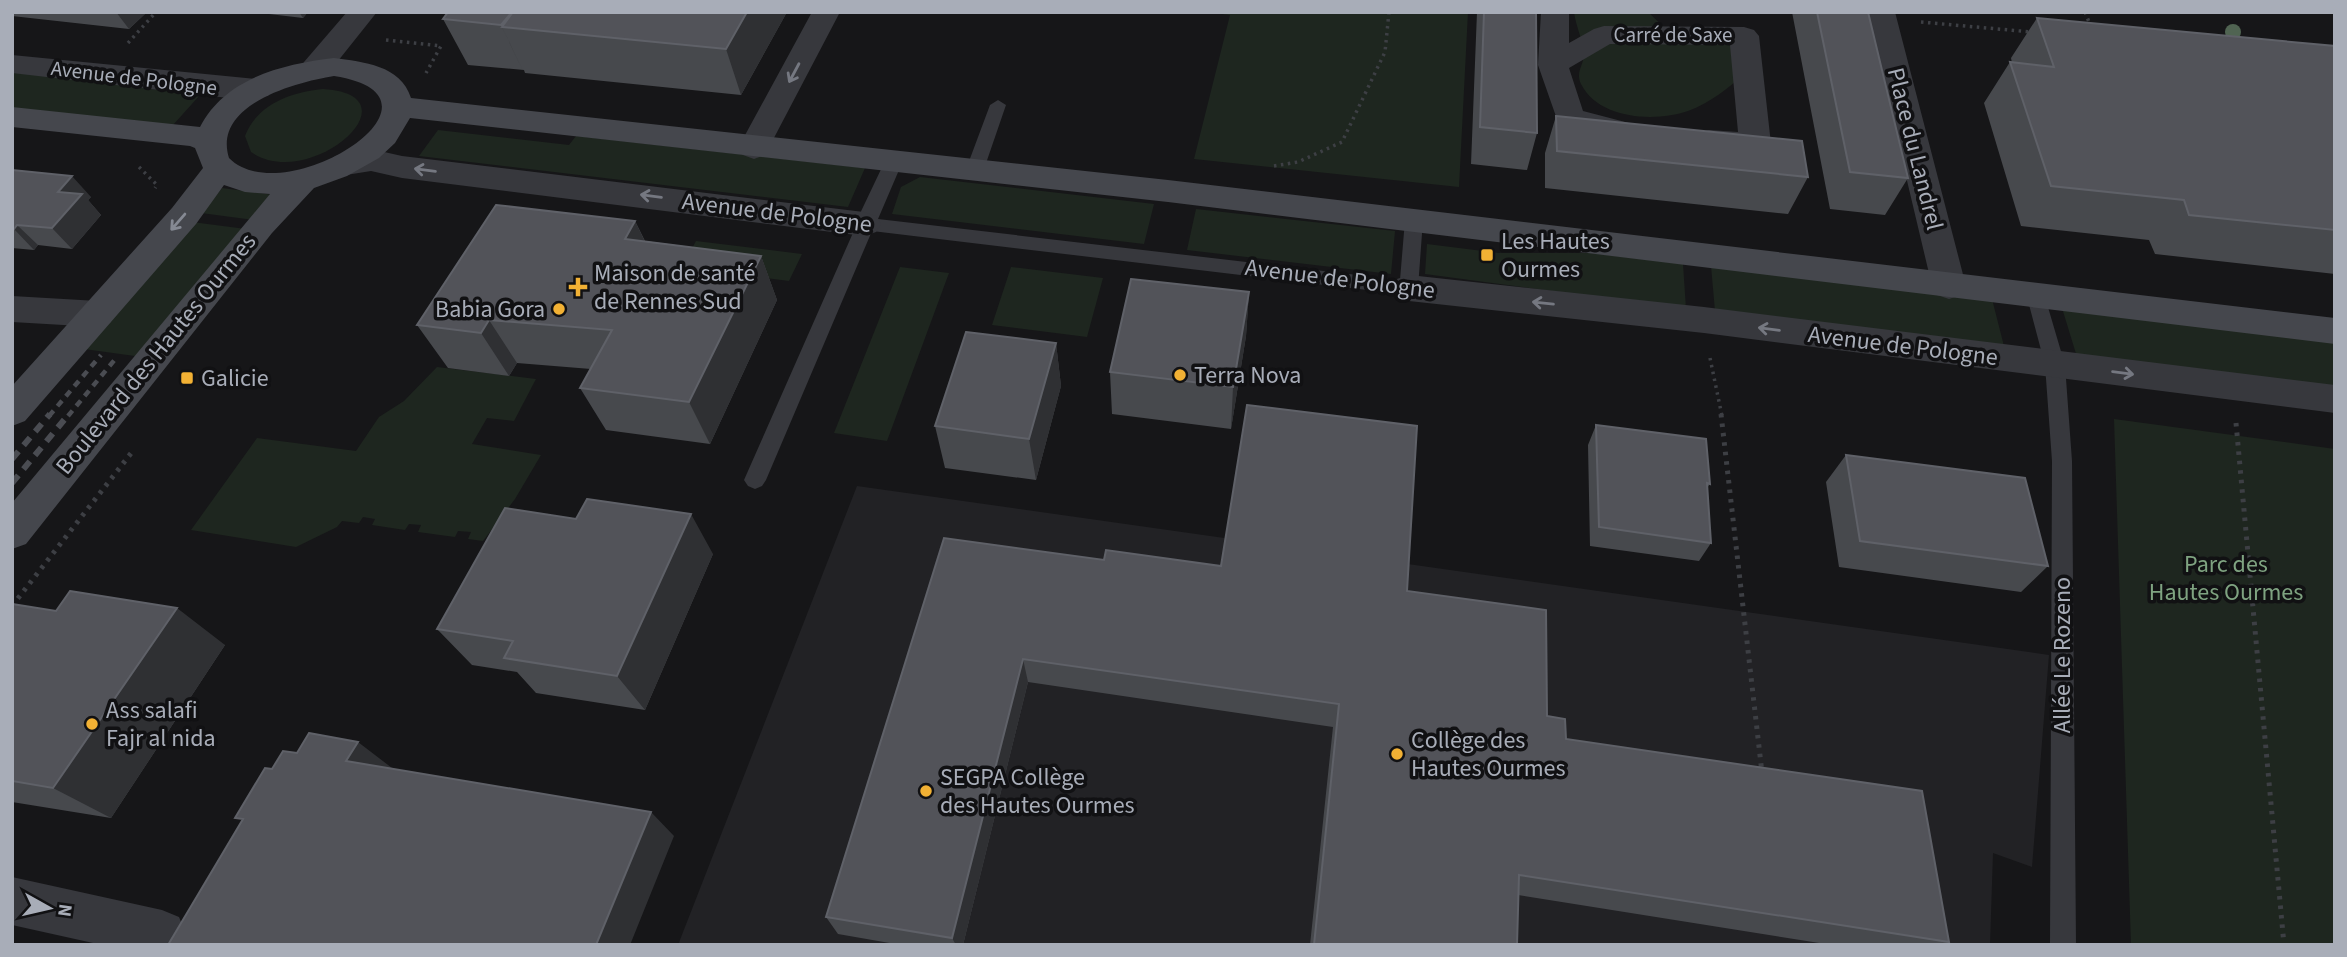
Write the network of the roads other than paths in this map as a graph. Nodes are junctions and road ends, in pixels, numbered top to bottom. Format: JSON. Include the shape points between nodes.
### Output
{"nodes":[{"id":1,"x":363,"y":12,"type":"edge"},
{"id":2,"x":826,"y":12,"type":"edge"},
{"id":3,"x":1556,"y":12,"type":"edge"},
{"id":4,"x":1882,"y":15,"type":"edge"},
{"id":5,"x":12,"y":64,"type":"edge"},
{"id":6,"x":1553,"y":65,"type":"junction"},
{"id":7,"x":315,"y":69,"type":"junction"},
{"id":8,"x":257,"y":89,"type":"junction"},
{"id":9,"x":998,"y":104,"type":"dead end"},
{"id":10,"x":398,"y":107,"type":"junction"},
{"id":11,"x":12,"y":117,"type":"edge"},
{"id":12,"x":754,"y":148,"type":"junction"},
{"id":13,"x":215,"y":155,"type":"junction"},
{"id":14,"x":893,"y":163,"type":"junction"},
{"id":15,"x":346,"y":164,"type":"junction"},
{"id":16,"x":974,"y":172,"type":"junction"},
{"id":17,"x":303,"y":179,"type":"junction"},
{"id":18,"x":1414,"y":220,"type":"junction"},
{"id":19,"x":864,"y":224,"type":"junction"},
{"id":20,"x":1949,"y":286,"type":"junction"},
{"id":21,"x":1409,"y":288,"type":"junction"},
{"id":22,"x":2036,"y":297,"type":"junction"},
{"id":23,"x":12,"y":309,"type":"edge"},
{"id":24,"x":98,"y":314,"type":"junction"},
{"id":25,"x":2335,"y":331,"type":"edge"},
{"id":26,"x":2055,"y":365,"type":"junction"},
{"id":27,"x":2335,"y":399,"type":"edge"},
{"id":28,"x":12,"y":411,"type":"edge"},
{"id":29,"x":755,"y":480,"type":"dead end"},
{"id":30,"x":12,"y":532,"type":"edge"},
{"id":31,"x":12,"y":901,"type":"edge"},
{"id":32,"x":155,"y":945,"type":"edge"},
{"id":33,"x":2063,"y":945,"type":"edge"}],
"edges":[{"from":1,"to":7,"type":"street"},
{"from":2,"to":12,"type":"street","one_way":true},
{"from":3,"to":6,"type":"street","name":"Carré de Saxe"},
{"from":4,"to":20,"type":"street","name":"Place du Landrel"},
{"from":5,"to":8,"type":"street","name":"Avenue de Pologne"},
{"from":6,"to":6,"type":"street","name":"Carré de Saxe","via":[[1570,118],[1621,131],[1755,144],[1744,36],[1604,35]]},
{"from":7,"to":8,"type":"street"},
{"from":7,"to":10,"type":"street","via":[[354,68],[372,73],[386,80],[396,93]]},
{"from":8,"to":13,"type":"street","via":[[224,114],[215,128]]},
{"from":9,"to":16,"type":"lane"},
{"from":10,"to":12,"type":"street"},
{"from":10,"to":15,"type":"street","via":[[383,137]]},
{"from":11,"to":13,"type":"street","via":[[195,136]]},
{"from":12,"to":14,"type":"street"},
{"from":13,"to":17,"type":"street","via":[[234,177],[278,183]]},
{"from":13,"to":24,"type":"street","one_way":true,"via":[[191,208]]},
{"from":14,"to":16,"type":"street"},
{"from":14,"to":19,"type":"lane"},
{"from":15,"to":17,"type":"street"},
{"from":19,"to":15,"type":"street","name":"Avenue de Pologne","one_way":true,"via":[[371,160]]},
{"from":16,"to":18,"type":"street"},
{"from":17,"to":30,"type":"street","name":"Boulevard des Hautes Ourmes","via":[[260,225]]},
{"from":18,"to":20,"type":"street"},
{"from":18,"to":21,"type":"lane"},
{"from":19,"to":21,"type":"lane","name":"Avenue de Pologne"},
{"from":19,"to":29,"type":"lane"},
{"from":20,"to":22,"type":"street"},
{"from":26,"to":21,"type":"street","name":"Avenue de Pologne","one_way":true},
{"from":22,"to":25,"type":"street"},
{"from":22,"to":26,"type":"lane","name":"Allée Le Rozeno"},
{"from":23,"to":24,"type":"street"},
{"from":24,"to":28,"type":"street"},
{"from":26,"to":27,"type":"street","name":"Avenue de Pologne","one_way":true},
{"from":26,"to":33,"type":"lane","name":"Allée Le Rozeno","via":[[2062,461]]},
{"from":31,"to":32,"type":"street","via":[[162,934]]}]}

▬▬▬▬▬▬

Show every line above in which the word "lane" appears.

--- Answer ---
{"from":9,"to":16,"type":"lane"},
{"from":14,"to":19,"type":"lane"},
{"from":18,"to":21,"type":"lane"},
{"from":19,"to":21,"type":"lane","name":"Avenue de Pologne"},
{"from":19,"to":29,"type":"lane"},
{"from":22,"to":26,"type":"lane","name":"Allée Le Rozeno"},
{"from":26,"to":33,"type":"lane","name":"Allée Le Rozeno","via":[[2062,461]]},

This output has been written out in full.